Materials and Methods

[0165] Soluble extracellular domain (ECD) species TPOR, namely DI, D1D2 and D1D2D3D4, and -Fc fusion proteins of these ECD species were collected after their secretion by cultured HEK293T cells. They were incubated with human recombinant THPO to allow the interaction between the soluble ECD-TPOR (or the soluble ECD- TPOR-Fc fusion proteins) and THPO, and they were added to the culture medium of hematopoietic cell line Baf3 cells stably expressing human TPOR at their surface, whose proliferation is strictly dependent on cytokines. The cell growth was measured by daily cells count during five days to probe the ability of soluble ECD-TPOR and ECD-TPOR- Fc to sequestrate THPO in the culture medium.

Results

[0166] Results revealed a significant inhibition of proliferation of Baf3 cells in presence of either one of the soluble ECD of TPOR (DI, D1D2 and D1D2D3D4) (Fig. 1 A) as wells as with Fc-coupled soluble species of the receptor (Fig. IB).

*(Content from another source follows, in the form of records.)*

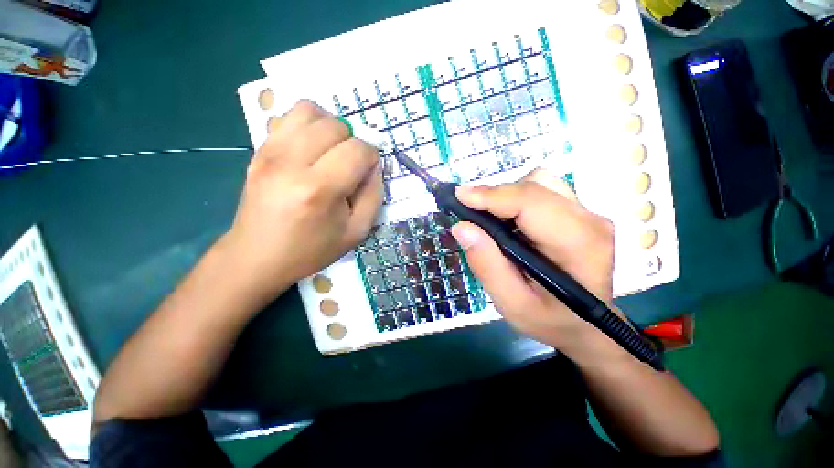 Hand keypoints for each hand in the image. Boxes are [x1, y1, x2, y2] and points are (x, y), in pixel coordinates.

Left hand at [223, 100, 382, 301]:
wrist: (257, 256)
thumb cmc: (312, 249)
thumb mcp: (357, 231)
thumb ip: (373, 195)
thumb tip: (374, 166)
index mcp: (320, 189)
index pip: (358, 150)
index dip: (371, 158)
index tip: (367, 173)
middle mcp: (292, 163)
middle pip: (337, 125)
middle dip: (353, 142)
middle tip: (349, 165)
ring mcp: (270, 152)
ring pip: (310, 110)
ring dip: (330, 127)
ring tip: (331, 151)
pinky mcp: (258, 150)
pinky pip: (288, 117)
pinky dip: (308, 125)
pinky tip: (311, 149)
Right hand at [450, 170, 614, 352]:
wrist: (583, 324)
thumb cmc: (548, 319)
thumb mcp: (511, 302)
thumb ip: (486, 265)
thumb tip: (461, 227)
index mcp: (578, 244)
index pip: (531, 203)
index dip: (492, 195)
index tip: (458, 196)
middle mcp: (589, 220)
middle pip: (535, 186)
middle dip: (496, 197)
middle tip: (471, 216)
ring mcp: (586, 212)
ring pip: (539, 182)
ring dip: (507, 197)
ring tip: (493, 222)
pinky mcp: (577, 211)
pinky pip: (542, 190)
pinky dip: (517, 199)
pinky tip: (510, 222) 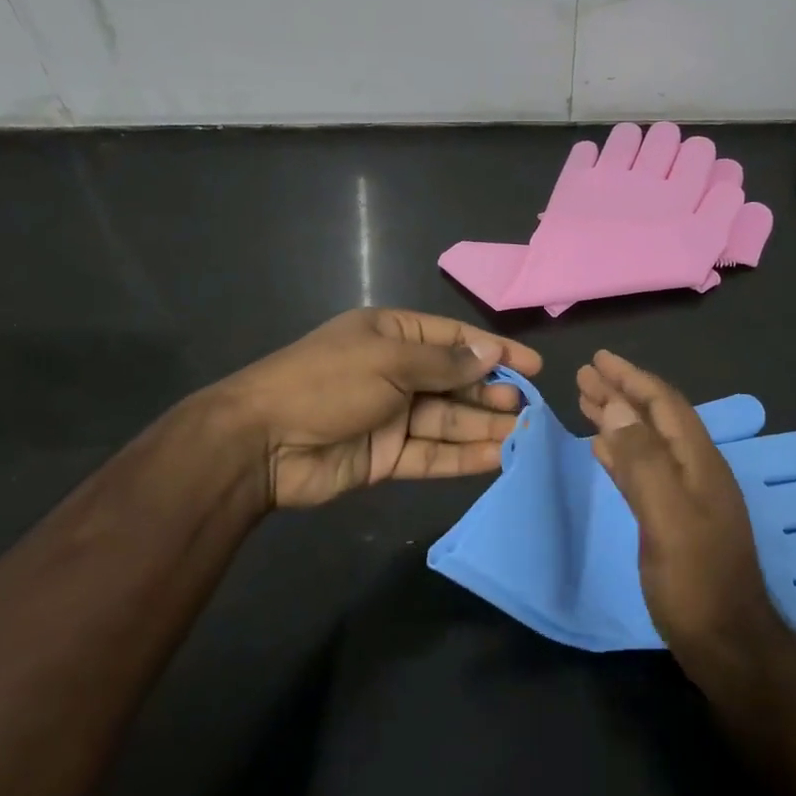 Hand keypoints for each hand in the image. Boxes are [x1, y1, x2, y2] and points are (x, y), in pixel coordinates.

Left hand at [221, 308, 542, 508]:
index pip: (454, 339)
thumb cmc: (327, 382)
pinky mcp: (387, 457)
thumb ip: (445, 363)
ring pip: (449, 421)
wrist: (262, 443)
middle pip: (455, 382)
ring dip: (484, 428)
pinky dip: (463, 457)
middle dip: (492, 394)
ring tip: (525, 437)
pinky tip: (497, 458)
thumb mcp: (389, 361)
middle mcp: (396, 374)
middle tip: (530, 409)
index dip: (494, 351)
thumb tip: (492, 354)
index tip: (533, 367)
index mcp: (393, 337)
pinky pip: (432, 455)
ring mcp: (392, 417)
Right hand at [577, 350, 786, 664]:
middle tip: (584, 375)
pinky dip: (621, 453)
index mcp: (699, 462)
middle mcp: (695, 471)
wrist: (726, 645)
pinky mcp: (673, 519)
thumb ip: (643, 461)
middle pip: (655, 418)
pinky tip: (602, 449)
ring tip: (587, 401)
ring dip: (619, 419)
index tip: (598, 359)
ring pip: (647, 442)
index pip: (663, 405)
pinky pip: (643, 471)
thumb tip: (617, 407)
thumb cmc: (696, 582)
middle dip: (621, 393)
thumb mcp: (667, 517)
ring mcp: (686, 496)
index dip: (632, 378) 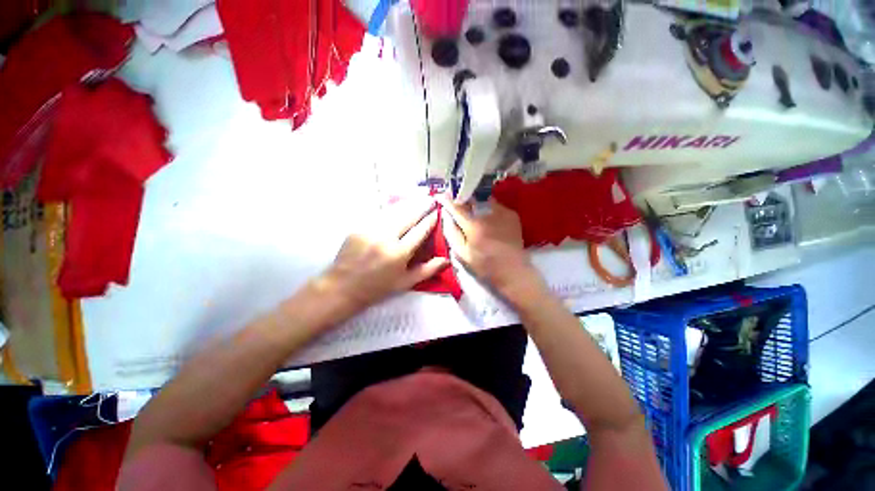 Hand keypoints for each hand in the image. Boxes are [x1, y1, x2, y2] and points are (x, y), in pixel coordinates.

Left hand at [319, 197, 448, 315]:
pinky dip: (391, 210)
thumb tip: (446, 260)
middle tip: (431, 199)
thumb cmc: (378, 287)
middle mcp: (386, 238)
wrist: (343, 287)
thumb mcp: (405, 282)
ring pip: (393, 212)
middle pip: (408, 217)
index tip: (437, 213)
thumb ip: (428, 270)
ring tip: (418, 199)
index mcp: (399, 253)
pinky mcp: (359, 227)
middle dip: (421, 207)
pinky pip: (379, 215)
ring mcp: (371, 230)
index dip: (430, 220)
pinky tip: (398, 207)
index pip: (419, 231)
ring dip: (408, 205)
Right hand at [440, 196, 544, 302]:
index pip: (457, 206)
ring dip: (475, 203)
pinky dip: (487, 209)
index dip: (447, 200)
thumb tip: (446, 215)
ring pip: (483, 200)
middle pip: (470, 199)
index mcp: (474, 226)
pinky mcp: (512, 214)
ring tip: (471, 211)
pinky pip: (495, 206)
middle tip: (456, 203)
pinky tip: (487, 218)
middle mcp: (488, 214)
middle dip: (461, 199)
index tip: (440, 195)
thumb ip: (451, 233)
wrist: (513, 271)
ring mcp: (502, 212)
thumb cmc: (485, 266)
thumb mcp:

[0167] Notably, THPO inhibition was most efficient with the full ECD of TPOR (D1D2D3D4) than with truncated forms (DI and D1D2) (Fig. 1A). This difference in inhibition potency was markedly increased by the coupling of the soluble D1D2D3D4 to the Fc fragment (Fig. IB) compared to Dl-Fc and D2-Fc.

Example 2: in vivo validation of THPO signaling inhibition by soluble D1D2D3D4 of TPOR fused with Fc

Materials and Methods

[0168] MPL-/- mice, i.e., mice constitutively deficient for TPOR expressing very high plasmatic concentration of thrombopoietin (as it is not degraded by its receptor), were injected subcutaneously with mouse embryonic fibroblasts (MEFs) cells transduced by retroviral particles (pMEGIX vector) containing DNA encoding the murine soluble D1D2D3D4 of TPOR fused to Fc (5-6 mice per group) to allow their production by muscle cells and release in blood circulation. After 2 weeks post-transplant of MEFs cells, a vascularized mass of cells under the skin grew and 2 successive bleedings with an interval of 1 week were performed: a first bleeding at 3 weeks after post-transplant, and a second bleeding at 4 weeks post-transplant.

Results

[0169] The first bleeding at 3 weeks after the transplant of MEF cells does not yield a significant difference between transplanted and untransplanted mice (Fig. 2A). However, in the second bleeding one week later (4 weeks after transplant), measurement of plasmatic THPO showed that the Fc-coupled soluble D1D2D3D4 was able to significantly decrease the circulating levels of THPO (Fig. 2B). This results thus demonstrates that D1D2D3D4-Fc acts as a trap molecule for circulating THPO in vivo, thereby validating in vitro results.